Dear all,
I am struggling to understand the logic of the pairwiseAlignment function when indels are located at the end of a sequence.
See the example below:
te <- pairwiseAlignment( pattern = "GGTGCCACTACCACAGCT", subject = "GGTGCCACTACCACAGCTCCT", type = "global", gapOpening=1, gapExtension=1)
There are 3 bp missing at the end of the pattern, and the alignment type is global. Accordingly, if I use:
writePairwiseAlignments(te)
I get:
P1 1 GGTGCCACTACCACAGCT--- 18
||||||||||||||||||
S1 1 GGTGCCACTACCACAGCTCCT 21
which is the expected behaviour. But if I call
deletion(te)
IRangesList of length 1
[[1]]
IRanges of length 0
I get no deletion. And no insertion either. This seems to be inconsistent. If I ask for a global alignment, and 3 bases are missing at the end of the fragment, this has to be reflected in the "deletion" function.
What am I missing here? Is this a bug? Or is pairwiseAlignment trying to be smarter than it should and this is a "feature" I do not understand? Or should I query the alignment in a different manner?

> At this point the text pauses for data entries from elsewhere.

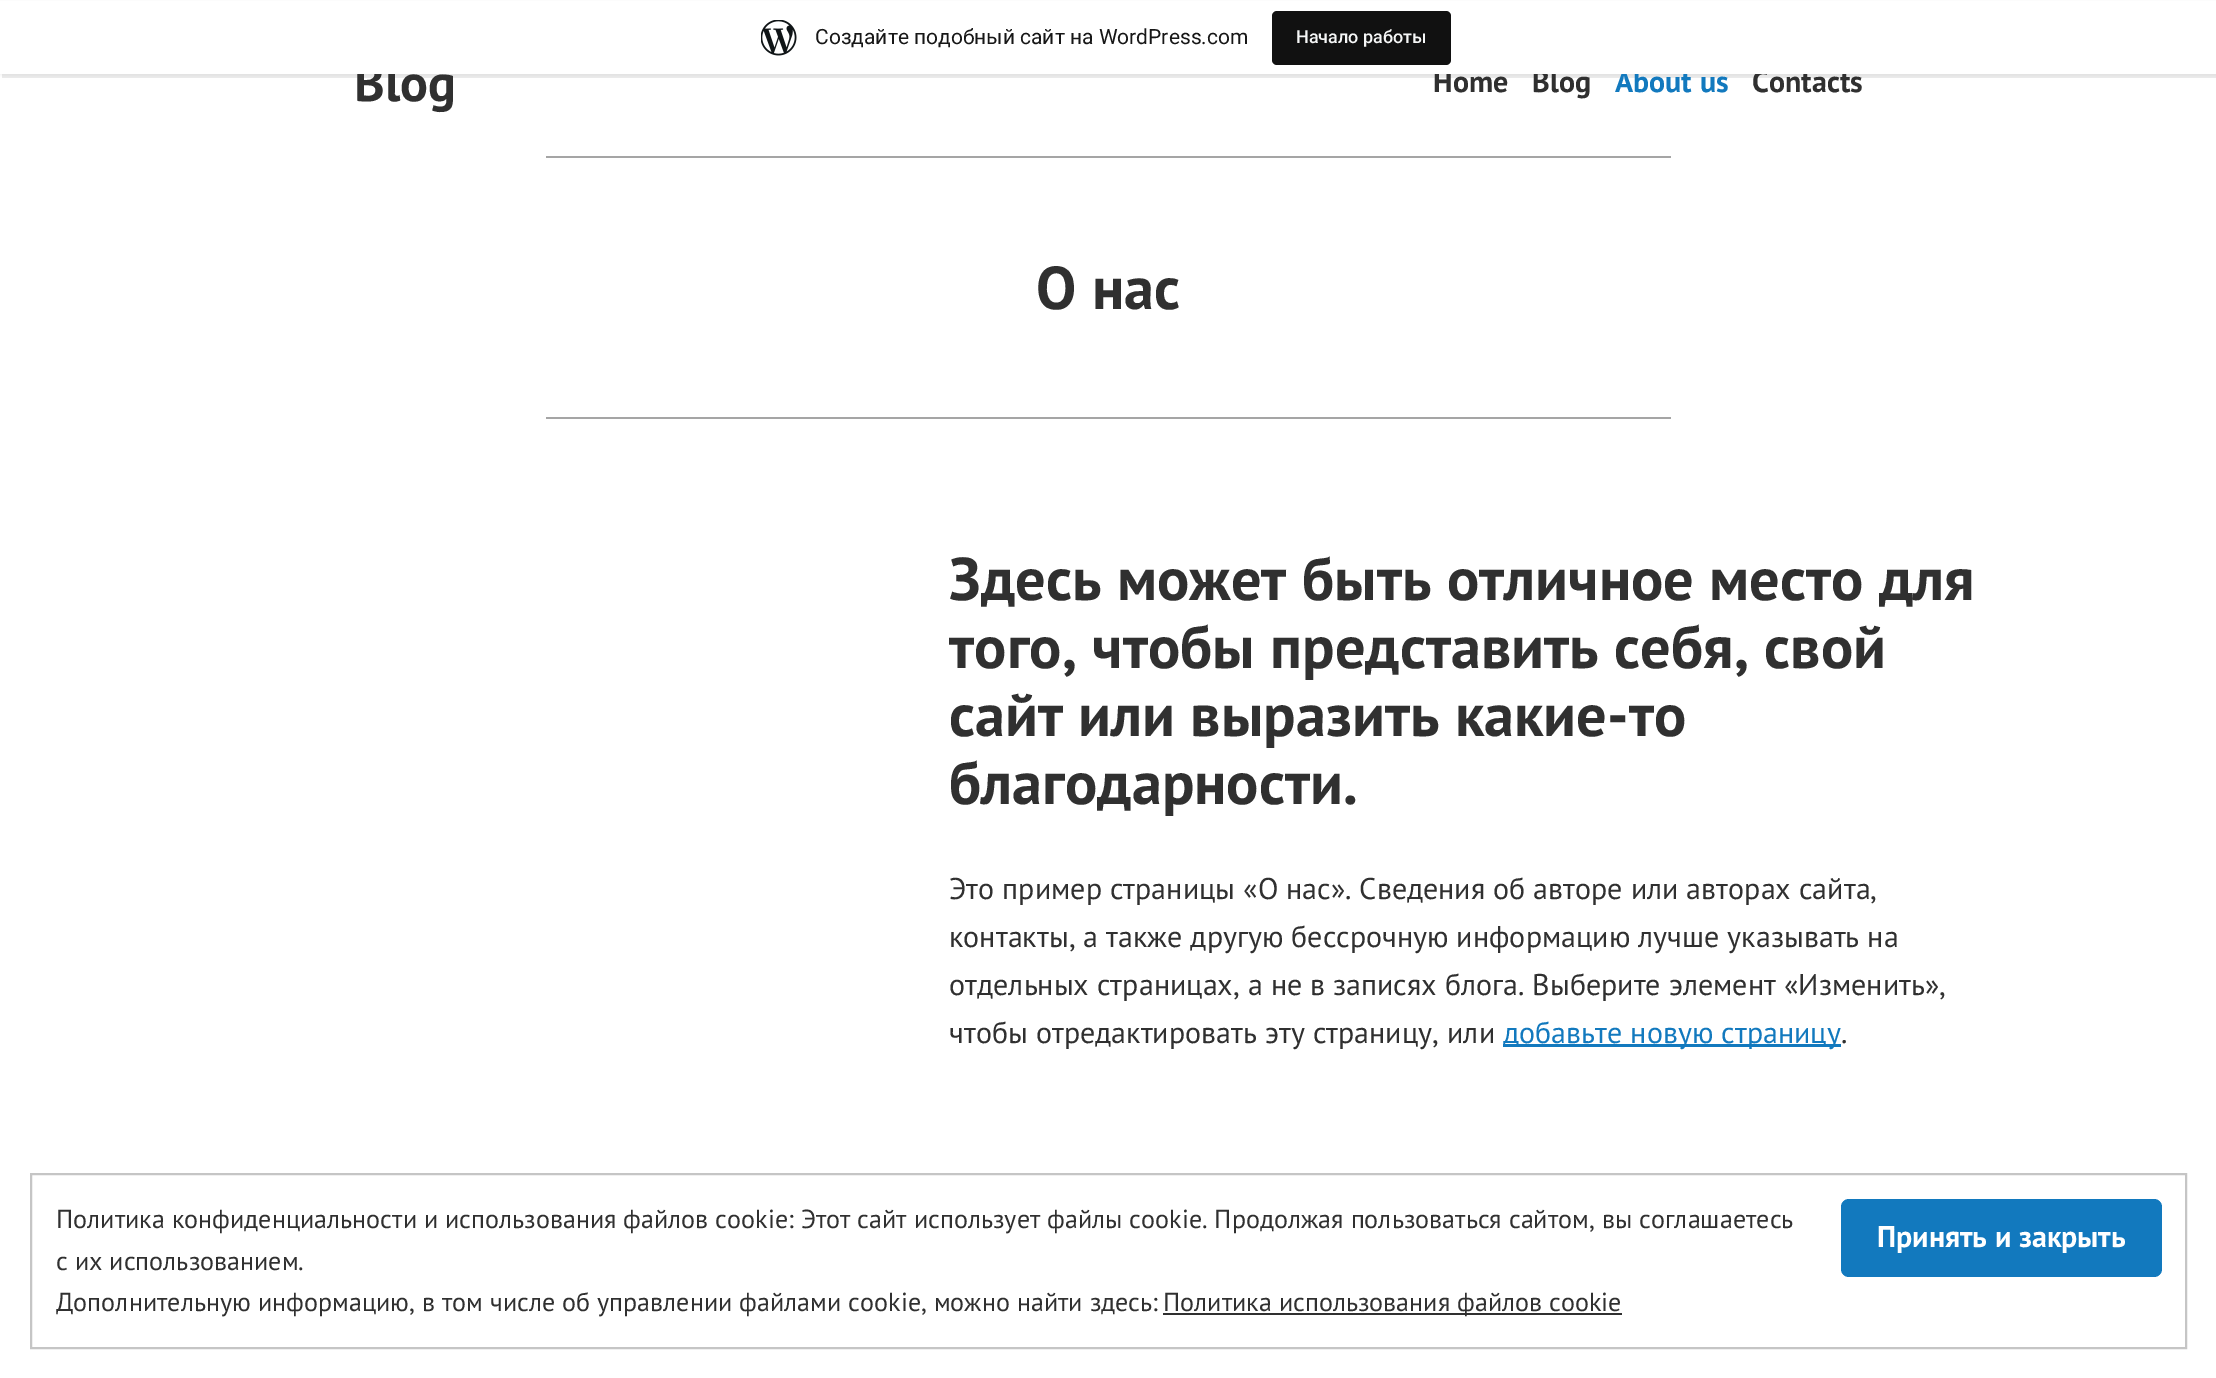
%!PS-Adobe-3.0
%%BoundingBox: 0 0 2216 1378
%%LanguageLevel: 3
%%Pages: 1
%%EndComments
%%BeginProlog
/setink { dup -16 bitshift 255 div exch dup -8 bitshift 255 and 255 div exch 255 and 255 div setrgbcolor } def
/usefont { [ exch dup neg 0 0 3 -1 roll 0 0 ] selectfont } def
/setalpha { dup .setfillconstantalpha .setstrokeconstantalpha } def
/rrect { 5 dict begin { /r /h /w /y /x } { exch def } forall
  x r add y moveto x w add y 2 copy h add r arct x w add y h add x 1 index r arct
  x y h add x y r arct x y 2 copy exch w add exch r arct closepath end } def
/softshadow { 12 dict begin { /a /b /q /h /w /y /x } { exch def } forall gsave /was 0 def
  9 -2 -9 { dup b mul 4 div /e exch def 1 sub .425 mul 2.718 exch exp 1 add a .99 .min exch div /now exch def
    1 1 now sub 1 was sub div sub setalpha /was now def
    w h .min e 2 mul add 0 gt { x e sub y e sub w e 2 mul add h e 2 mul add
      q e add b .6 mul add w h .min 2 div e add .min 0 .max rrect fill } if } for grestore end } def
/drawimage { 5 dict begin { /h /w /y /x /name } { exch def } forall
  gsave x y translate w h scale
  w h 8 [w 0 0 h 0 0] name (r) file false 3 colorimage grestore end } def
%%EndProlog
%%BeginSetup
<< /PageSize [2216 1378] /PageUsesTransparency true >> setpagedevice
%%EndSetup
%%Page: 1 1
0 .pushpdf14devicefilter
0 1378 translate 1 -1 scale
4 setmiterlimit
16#FFFFFF setink
0 0 2216 1378 rectfill
16#000000 setink
0 2 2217 73 0 1.5 0.05 softshadow
0.08 setalpha
2 74 moveto 2 78 lineto 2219 78 lineto 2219 5 lineto 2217 5 lineto 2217 74 lineto closepath fill
/PTSans-Bold 52 usefont
1 setalpha
16#303030 setink
354 101 moveto (Blog) show
/PTSans-Bold 30 usefont
1433 92 moveto (Home) show
1532 92 moveto (Blog) show
16#1279BE setink
1615 92 moveto (About us) show
16#303030 setink
1752 92 moveto (Contacts) show
16#FFFFFF setink
0 1 2216 73 rectfill
(img1.raw) 761 20 36 36 drawimage
/Roboto-Regular 21 usefont
16#171717 setink
815 44 moveto (Создайте подобный сайт на WordPress.com) show
16#111111 setink
1272 11 179 54 5 rrect fill
/Roboto-Medium 18 usefont
16#F6F7F7 setink
1296 43 moveto (Начало работы) show
16#A5A5A5 setink
546 156 1125 2 rectfill
/PTSans-Bold 60.3 usefont
16#303030 setink
1036 309 moveto (О нас) show
16#A5A5A5 setink
546 417 1125 2 rectfill
16#303030 setink
[
    [(Здесь может быть отличное место для) 949 600]
    [(того, чтобы представить себя, свой) 949 668]
    [(сайт или выразить какие-то) 949 736]
    [(благодарности.) 949 804]
] { aload pop moveto show } forall
/PTSans-Regular 30 usefont
[
    [(Это пример страницы «О нас». Сведения об авторе или авторах сайта,) 949 899]
    [(контакты, а также другую бессрочную информацию лучше указывать на) 949 947]
    [(отдельных страницах, а не в записях блога. Выберите элемент «Изменить»,) 949 995]
    [(чтобы отредактировать эту страницу, или) 949 1043]
] { aload pop moveto show } forall
16#1279BE setink
1503 1044 338 3 rectfill
1503 1043 moveto (добавьте новую страницу) show
16#303030 setink
1841 1043 moveto (.) show
16#C5C5C5 setink
2 setlinewidth
31 1174 2155 174 rectstroke
/PTSans-Regular 26.1 usefont
16#303030 setink
56 1228 moveto (Политика конфиденциальности и использования файлов сookie: Этот сайт использует файлы cookie. Продолжая пользоваться сайтом, вы соглашаетесь) show
16#1279BE setink
1841 1199 321 78 8 rrect fill
/PTSans-Bold 30 usefont
16#FFFFFF setink
1877 1247 moveto (Принять и закрыть) show
/PTSans-Regular 26.1 usefont
16#303030 setink
56 1270 moveto (с их использованием.) show
56 1311 moveto (Дополнительную информацию, в том числе об управлении файлами cookie, можно найти здесь:) show
1163 1313 459 2 rectfill
1163 1311 moveto (Политика использования файлов cookie) show
.poppdf14devicefilter showpage
%%EOF
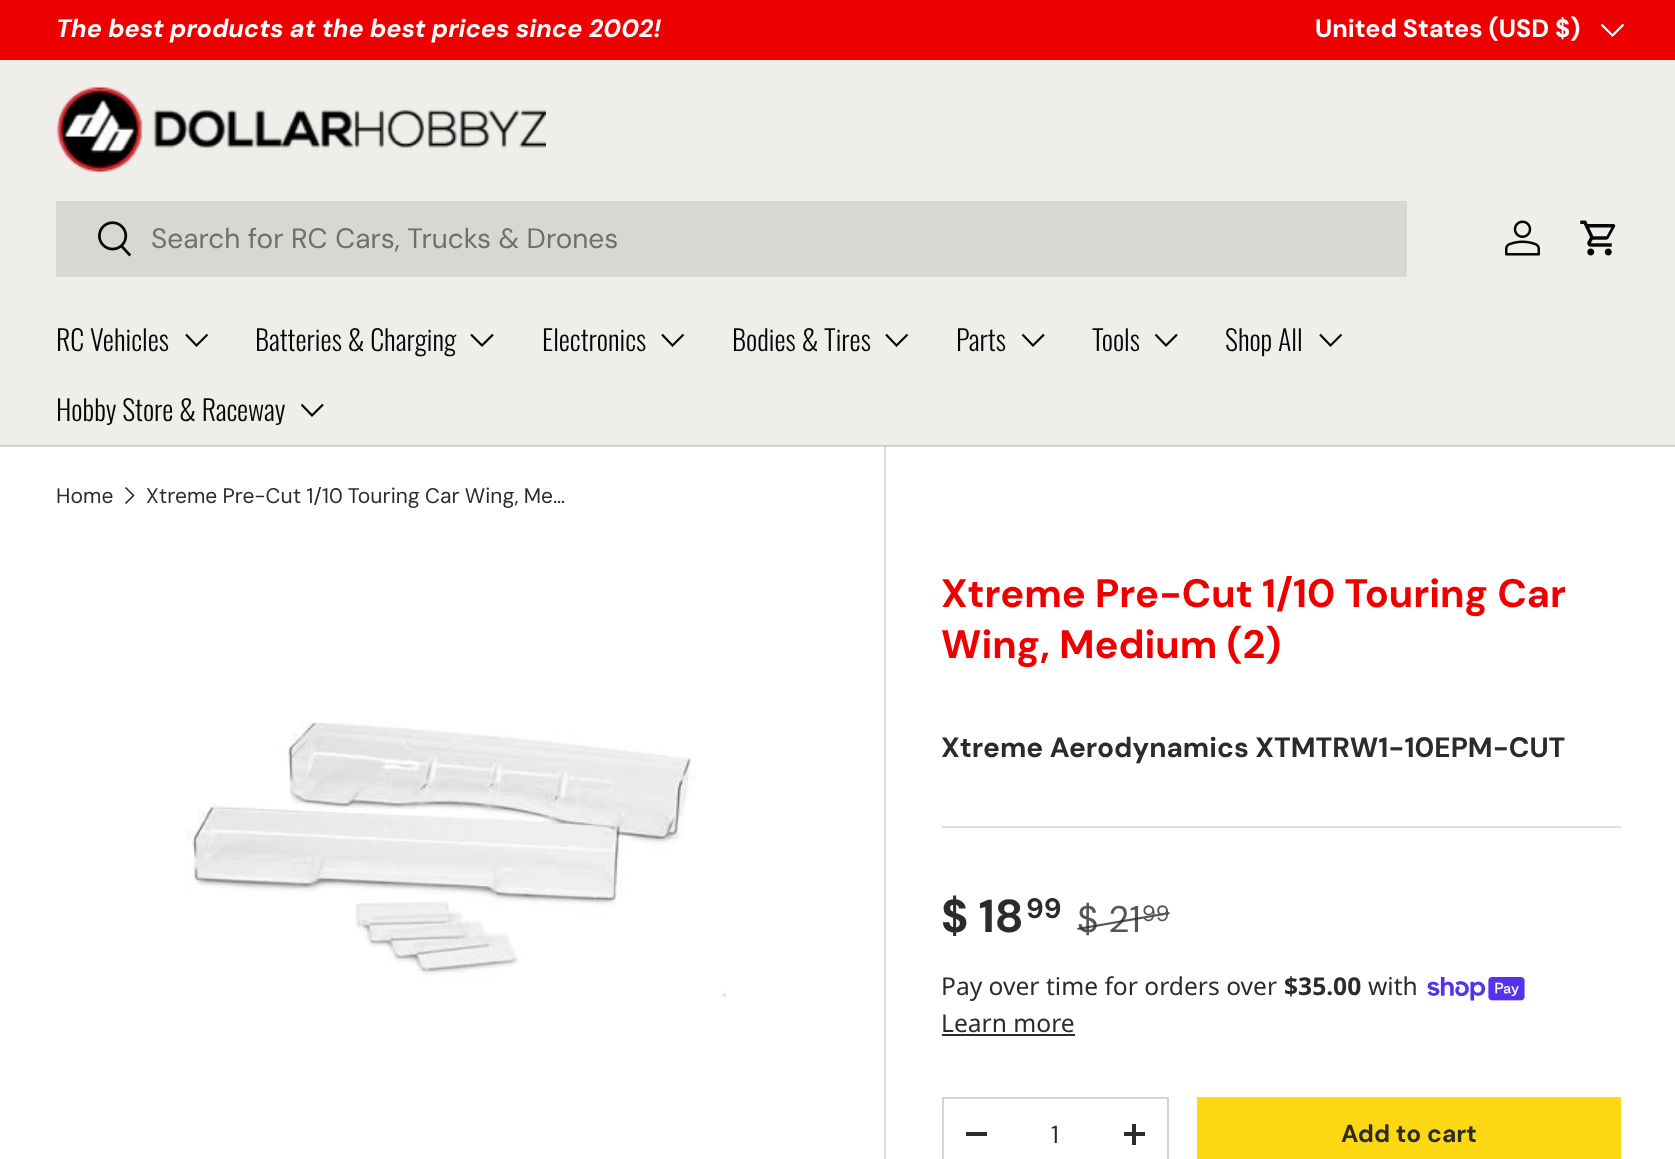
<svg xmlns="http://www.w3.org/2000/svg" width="1675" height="1159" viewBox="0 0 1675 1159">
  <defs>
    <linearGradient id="g1" gradientUnits="userSpaceOnUse" x1="387" y1="985" x2="1590" y2="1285"><stop offset="0.6" stop-color="#e8c61e"/><stop offset="0.6" stop-color="#ffd814"/><stop offset="1" stop-color="#ffd814"/></linearGradient>
  </defs>
  <rect width="100%" height="100%" fill="#fff"/>
  <path d="M0 446h1675v1H0z" fill="#dadada"/>
  <path d="M0 0h1675v60H0z" fill="#ef0000"/>
  <path d="M1623.5 24.5L1612.5 35.5L1601.5 24.5" fill="none" stroke="#fff" stroke-width="2.2"/>
  <path d="M0 60h1675v385H0z" fill="#efeeeb"/>
  <path d="M0 445h1675v1H0z" fill="#cccbc9"/>
  <image x="56" y="87" width="490" height="85" href="img/1.png"/>
  <path d="M56 201h1351v76H56z" fill="#d8d7d4"/>
  <image x="98" y="221" width="34" height="36" href="img/2.png"/>
  <image x="1505" y="220" width="35" height="36" href="img/3.png"/>
  <image x="1580" y="220" width="36" height="36" href="img/4.png"/>
  <path d="M207.5 334.5L196.5 345.5L186 334.5" fill="none" stroke="#070707" stroke-width="2.2"/>
  <path d="M493 334.5L482 345.5L471 334.5" fill="none" stroke="#070707" stroke-width="2.2"/>
  <path d="M683.5 334.5L672.5 345.5L662 334.5" fill="none" stroke="#070707" stroke-width="2.2"/>
  <path d="M907.5 334.5L896.5 345.5L886 334.5" fill="none" stroke="#070707" stroke-width="2.2"/>
  <path d="M1044 334.5L1033 345.5L1022.5 334.5" fill="none" stroke="#070707" stroke-width="2.2"/>
  <path d="M1177 334.5L1166 345.5L1155.5 334.5" fill="none" stroke="#070707" stroke-width="2.2"/>
  <path d="M1341.5 334.5L1330.5 345.5L1320 334.5" fill="none" stroke="#070707" stroke-width="2.2"/>
  <path d="M323 404.5L312 415.5L301.5 404.5" fill="none" stroke="#070707" stroke-width="2.2"/>
  <path d="M125.5 487.5L133.5 495.5L125.5 503.5" fill="none" stroke="#2a2b2a" stroke-width="1.6"/>
  <image x="186" y="722" width="540" height="277" href="img/5.png"/>
  <path d="M884 446h2v713H884z" fill="#dfdfdf"/>
  <path d="M884 446h2v1H884z" fill="#bfbfbf"/>
  <path d="M942 826h679v2H942z" fill="#dfdfdf"/>
  <image x="1427" y="977" width="98" height="24" href="img/6.png"/>
  <path d="M942 1034h133v2H942z" fill="#2a2b2a"/>
  <path d="M943 1098h225v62H943z" fill="none" stroke="#d4d5d4" stroke-width="2"/>
  <path d="M966 1132h21v4H966z" fill="#2a2b2a"/>
  <path d="M1124 1132h21v4H1124z" fill="#2a2b2a"/>
  <path d="M1132 1124h4v21H1132z" fill="#2a2b2a"/>
  <path d="M1199 1099h420v60H1199z" fill="url(#g1)"/>
  <path d="M1198 1098h422v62H1198z" fill="none" stroke="#ffd814" stroke-width="2"/>
  <text x="56" y="37" font-family="DM Sans" font-size="25.2" font-weight="bold" font-style="italic" fill="#fff">The best products at the best prices since 2002!</text>
  <text x="1315" y="37" font-family="'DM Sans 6'" font-size="25.2" font-weight="bold" fill="#fff">United States (USD $)</text>
  <text x="151" y="248" font-family="'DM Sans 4'" font-size="28" fill="#706f6e">Search for RC Cars, Trucks &amp; Drones</text>
  <g font-family="Oswald" font-size="28" font-weight="300" fill="#070707">
    <text x="56" y="351">RC Vehicles</text>
    <text x="255" y="351">Batteries &amp; Charging</text>
    <text x="542" y="351">Electronics</text>
    <text x="732" y="351">Bodies &amp; Tires</text>
    <text x="956" y="351">Parts</text>
    <text x="1092" y="351">Tools</text>
    <text x="1225" y="351">Shop All</text>
    <text x="56" y="421">Hobby Store &amp; Raceway</text>
  </g>
  <g font-family="DM Sans" font-size="21" fill="#2a2b2a">
    <text x="56" y="503">Home</text>
    <text x="146" y="503" word-spacing="-0.5">Xtreme Pre-Cut 1/10 Touring Car Wing, Me…</text>
  </g>
  <g font-family="DM Sans" font-size="39.75" font-weight="bold" fill="#ef0000">
    <text x="941" y="607">Xtreme Pre-Cut 1/10 Touring Car</text>
    <text x="941" y="658">Wing, Medium (2)</text>
  </g>
  <text x="941" y="757" font-family="'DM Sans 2'" font-size="28" font-weight="bold" fill="#2a2b2a">Xtreme Aerodynamics XTMTRW1-10EPM-CUT</text>
  <text x="941" y="932" font-family="'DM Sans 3'" font-size="46" font-weight="bold" fill="#2a2b2a">$ 18</text>
  <text x="1026" y="918" font-family="'DM Sans 4'" font-size="28" font-weight="bold" fill="#2a2b2a">99</text>
  <text x="1077" y="932" font-family="'DM Sans 3'" font-size="37" fill="#555">$ 21</text>
  <path d="M1077 928L1169 912L1170 914L1078 930Z" fill="#2a2b2acc"/>
  <text x="1142" y="921" font-family="DM Sans" font-size="22" fill="#555">99</text>
  <text x="941" y="995" font-family="Noto Sans" font-size="24.6" fill="#2a2b2a">Pay over time for orders over</text>
  <text x="1284" y="995" font-family="Noto Sans" font-size="24.6" font-weight="bold" fill="#2a2b2a">$35.00</text>
  <g font-family="Noto Sans" font-size="24.6" fill="#2a2b2a">
    <text x="1368" y="995">with</text>
    <text x="941" y="1032">Learn more</text>
  </g>
  <text x="1051" y="1143" font-family="'DM Sans 2'" font-size="24.6" fill="#2a2b2a">1</text>
  <text x="1341" y="1142" font-family="'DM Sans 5'" font-size="24.6" font-weight="bold" fill="#2a2b2a">Add to cart</text>
</svg>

Thank you all in advance for suggestions!
Vincent
I maintain the Biostrings package but I don't want to throw these helper functions in it. They are just quick-and-dirty workarounds and are not a good solution in the long run. We need to take the time to think and come up with a better API for
pairwiseAlignment()
and for manipulating the returned objects. That will probably mean some important refactoring and I don't have plans to work on this at the moment. Maybe for BioC 3.3...Thanks,
H.